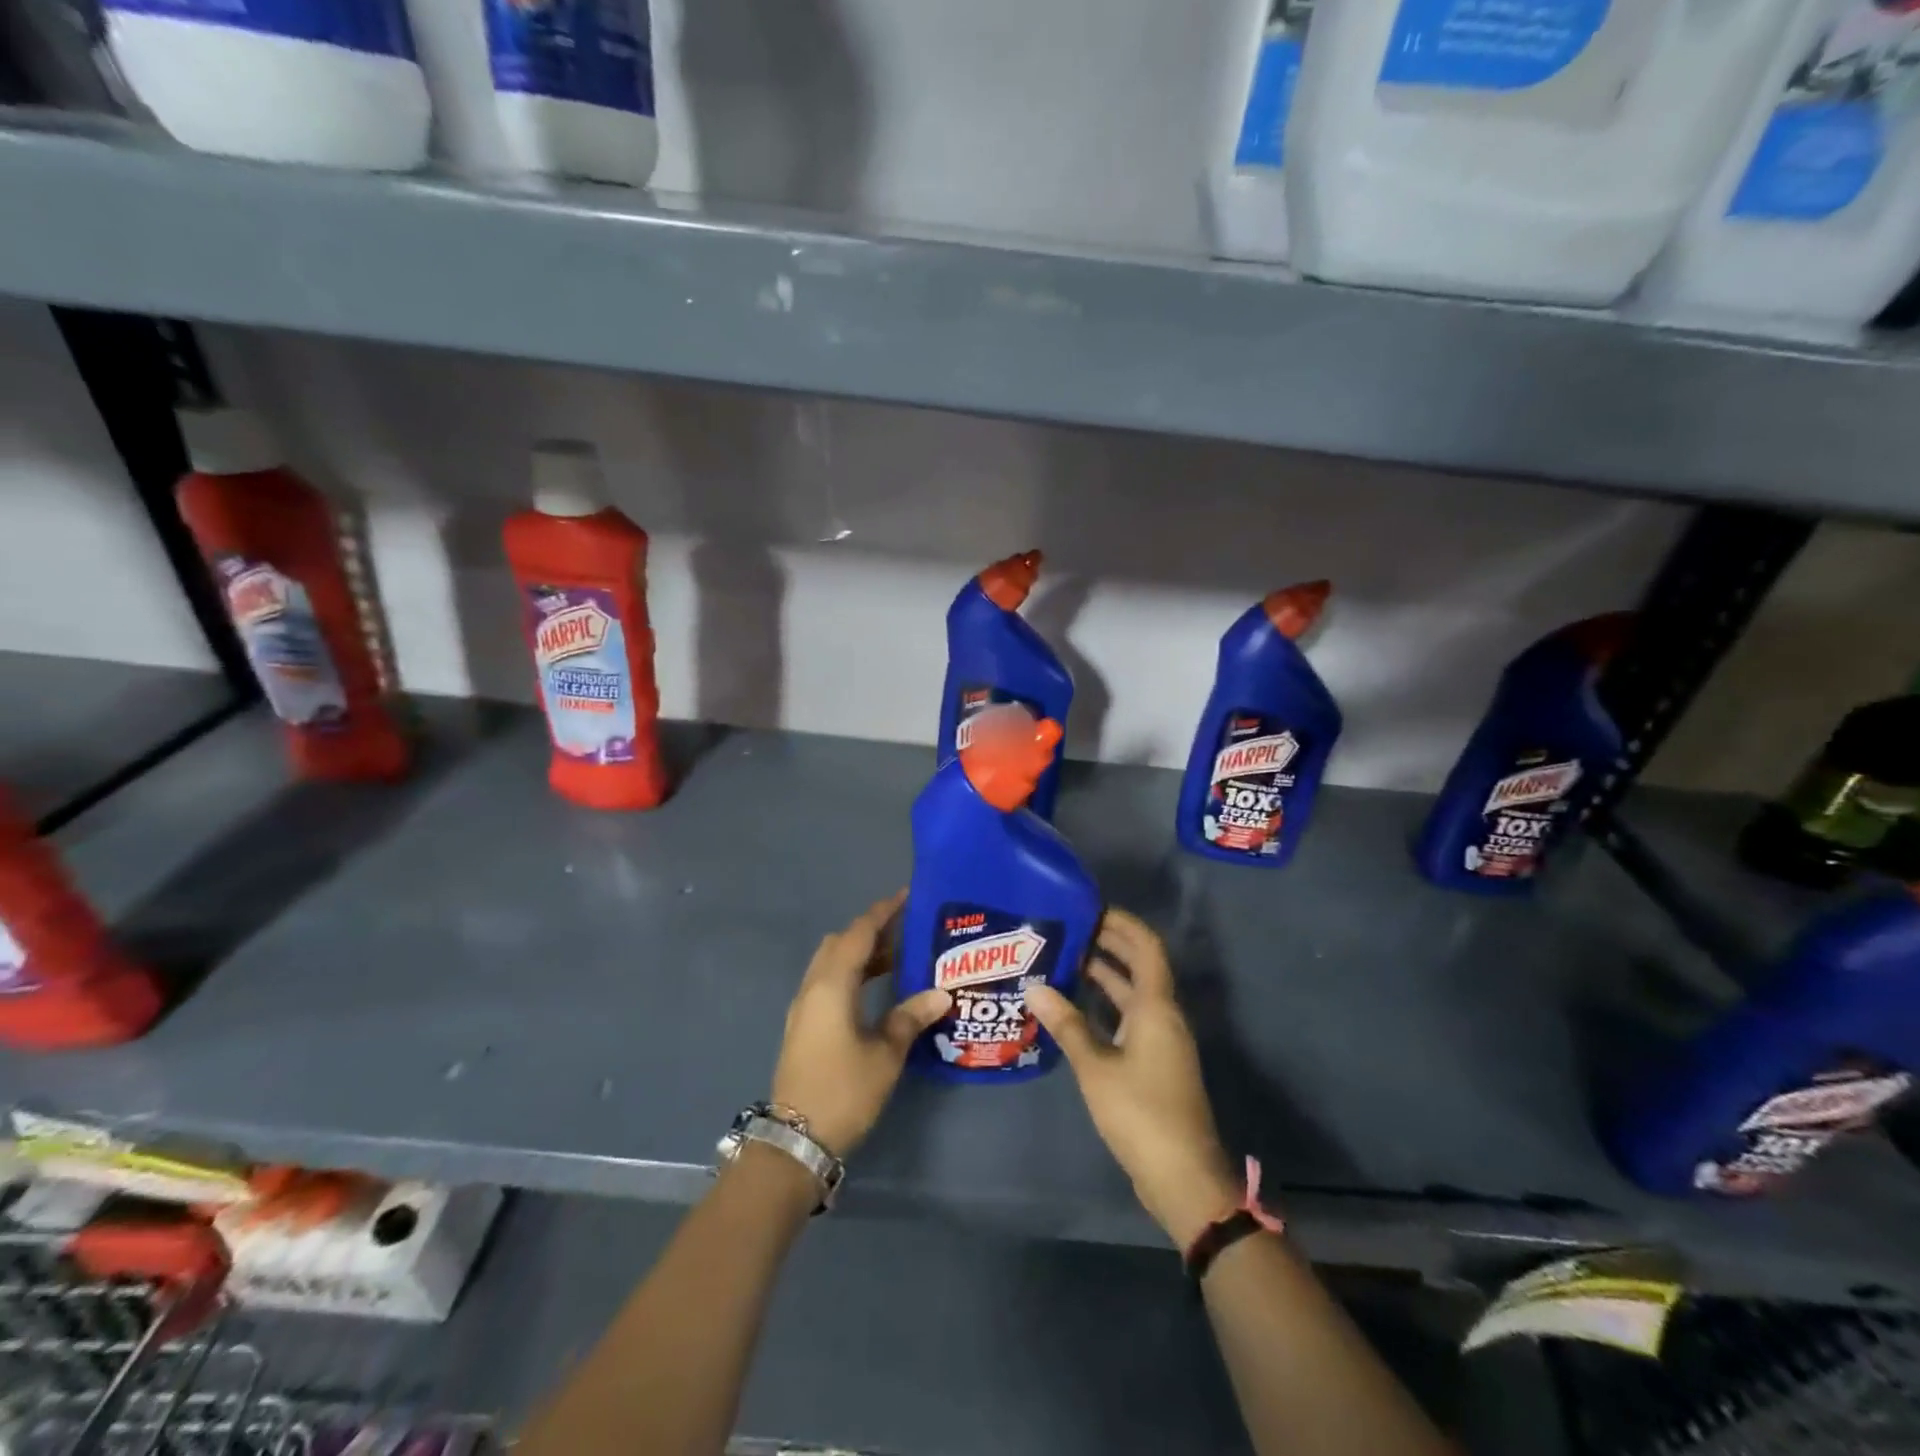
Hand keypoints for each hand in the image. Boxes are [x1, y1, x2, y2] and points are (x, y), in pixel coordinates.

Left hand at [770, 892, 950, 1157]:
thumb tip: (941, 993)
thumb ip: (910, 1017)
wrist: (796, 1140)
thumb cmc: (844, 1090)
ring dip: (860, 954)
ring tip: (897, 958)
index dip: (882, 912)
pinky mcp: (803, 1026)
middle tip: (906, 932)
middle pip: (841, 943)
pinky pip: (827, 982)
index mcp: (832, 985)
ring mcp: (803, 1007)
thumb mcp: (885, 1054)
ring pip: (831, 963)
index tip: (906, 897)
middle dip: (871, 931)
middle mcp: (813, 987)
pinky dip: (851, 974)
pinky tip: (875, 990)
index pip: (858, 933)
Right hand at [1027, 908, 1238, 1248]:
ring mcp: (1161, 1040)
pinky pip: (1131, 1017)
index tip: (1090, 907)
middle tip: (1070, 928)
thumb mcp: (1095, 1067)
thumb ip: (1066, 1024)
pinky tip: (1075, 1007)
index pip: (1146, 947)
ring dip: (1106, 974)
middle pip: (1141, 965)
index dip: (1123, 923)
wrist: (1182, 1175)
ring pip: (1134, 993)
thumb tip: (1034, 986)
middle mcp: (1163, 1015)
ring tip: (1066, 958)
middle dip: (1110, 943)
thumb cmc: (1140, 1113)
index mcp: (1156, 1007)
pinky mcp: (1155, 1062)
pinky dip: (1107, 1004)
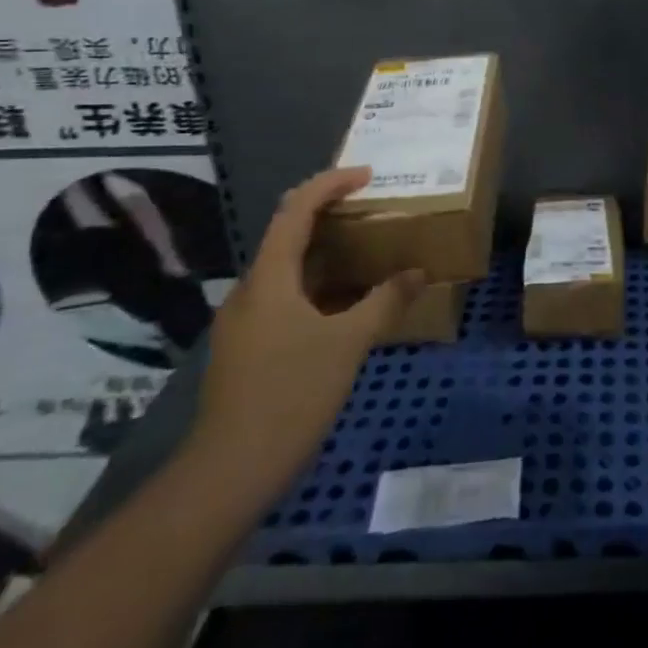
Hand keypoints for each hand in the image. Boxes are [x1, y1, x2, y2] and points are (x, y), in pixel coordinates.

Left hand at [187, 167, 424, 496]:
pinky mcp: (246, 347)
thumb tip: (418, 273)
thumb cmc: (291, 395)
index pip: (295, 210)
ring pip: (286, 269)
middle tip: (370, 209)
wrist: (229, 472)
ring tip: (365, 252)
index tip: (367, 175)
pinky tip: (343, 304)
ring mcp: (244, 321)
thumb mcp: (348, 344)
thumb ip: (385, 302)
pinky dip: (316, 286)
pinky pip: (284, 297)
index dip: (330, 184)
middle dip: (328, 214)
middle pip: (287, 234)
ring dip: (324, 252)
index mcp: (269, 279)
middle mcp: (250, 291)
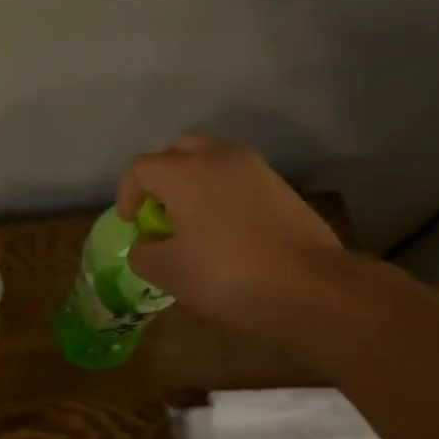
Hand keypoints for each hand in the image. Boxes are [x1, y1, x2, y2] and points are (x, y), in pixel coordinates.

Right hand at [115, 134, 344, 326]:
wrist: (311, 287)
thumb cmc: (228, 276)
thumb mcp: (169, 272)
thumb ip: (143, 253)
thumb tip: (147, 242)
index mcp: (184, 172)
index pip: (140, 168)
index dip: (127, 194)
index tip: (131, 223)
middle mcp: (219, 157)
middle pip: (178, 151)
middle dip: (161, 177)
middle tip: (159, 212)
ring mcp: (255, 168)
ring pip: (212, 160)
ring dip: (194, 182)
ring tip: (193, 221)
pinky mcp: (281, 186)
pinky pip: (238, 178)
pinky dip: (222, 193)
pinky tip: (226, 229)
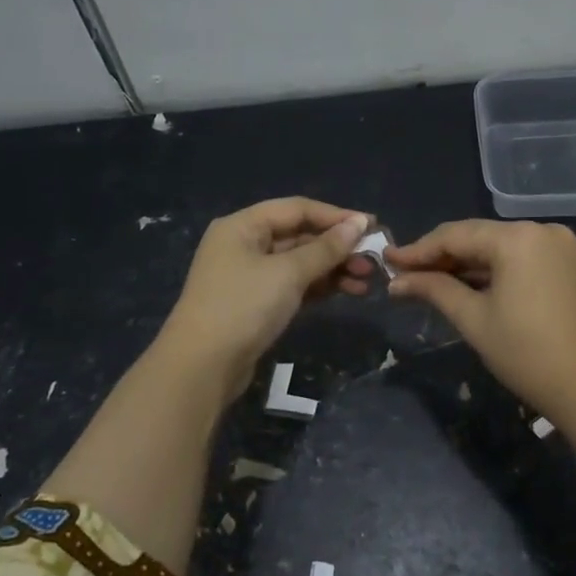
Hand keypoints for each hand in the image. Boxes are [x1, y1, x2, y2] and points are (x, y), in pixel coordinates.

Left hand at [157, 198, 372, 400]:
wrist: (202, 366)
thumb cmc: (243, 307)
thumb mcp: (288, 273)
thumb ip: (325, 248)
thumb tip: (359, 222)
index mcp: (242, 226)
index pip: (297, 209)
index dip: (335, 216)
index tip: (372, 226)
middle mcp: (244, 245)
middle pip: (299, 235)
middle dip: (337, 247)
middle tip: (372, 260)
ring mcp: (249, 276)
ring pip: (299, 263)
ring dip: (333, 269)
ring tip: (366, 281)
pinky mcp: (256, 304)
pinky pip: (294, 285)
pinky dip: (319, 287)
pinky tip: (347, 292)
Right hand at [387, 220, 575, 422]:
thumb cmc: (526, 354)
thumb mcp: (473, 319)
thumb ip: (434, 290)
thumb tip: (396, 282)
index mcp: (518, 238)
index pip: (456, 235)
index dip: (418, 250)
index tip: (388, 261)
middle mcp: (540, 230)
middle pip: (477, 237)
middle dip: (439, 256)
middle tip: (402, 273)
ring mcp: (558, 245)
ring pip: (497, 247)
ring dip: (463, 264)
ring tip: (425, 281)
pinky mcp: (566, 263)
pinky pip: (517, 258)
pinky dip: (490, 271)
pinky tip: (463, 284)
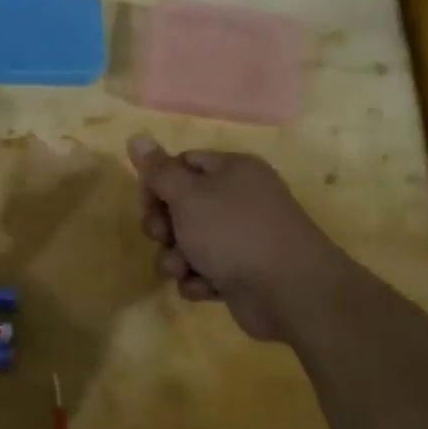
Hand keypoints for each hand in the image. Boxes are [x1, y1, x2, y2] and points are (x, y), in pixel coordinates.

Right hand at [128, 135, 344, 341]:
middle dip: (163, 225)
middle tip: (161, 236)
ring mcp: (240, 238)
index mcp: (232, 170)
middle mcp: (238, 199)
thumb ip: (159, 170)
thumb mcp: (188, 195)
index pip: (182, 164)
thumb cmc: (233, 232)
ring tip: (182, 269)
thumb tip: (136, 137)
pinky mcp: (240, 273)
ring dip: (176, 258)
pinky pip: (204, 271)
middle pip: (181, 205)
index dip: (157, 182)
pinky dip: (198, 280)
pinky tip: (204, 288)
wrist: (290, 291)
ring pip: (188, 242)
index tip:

> [Exercise directions] Go through the material above, and wherever a line holds the word "Left", copy it.

> [Task answer]
Left hand at [770, 892, 950, 1157]:
Left hand at [187, 167, 424, 496]:
Left hand at [157, 198, 372, 400]:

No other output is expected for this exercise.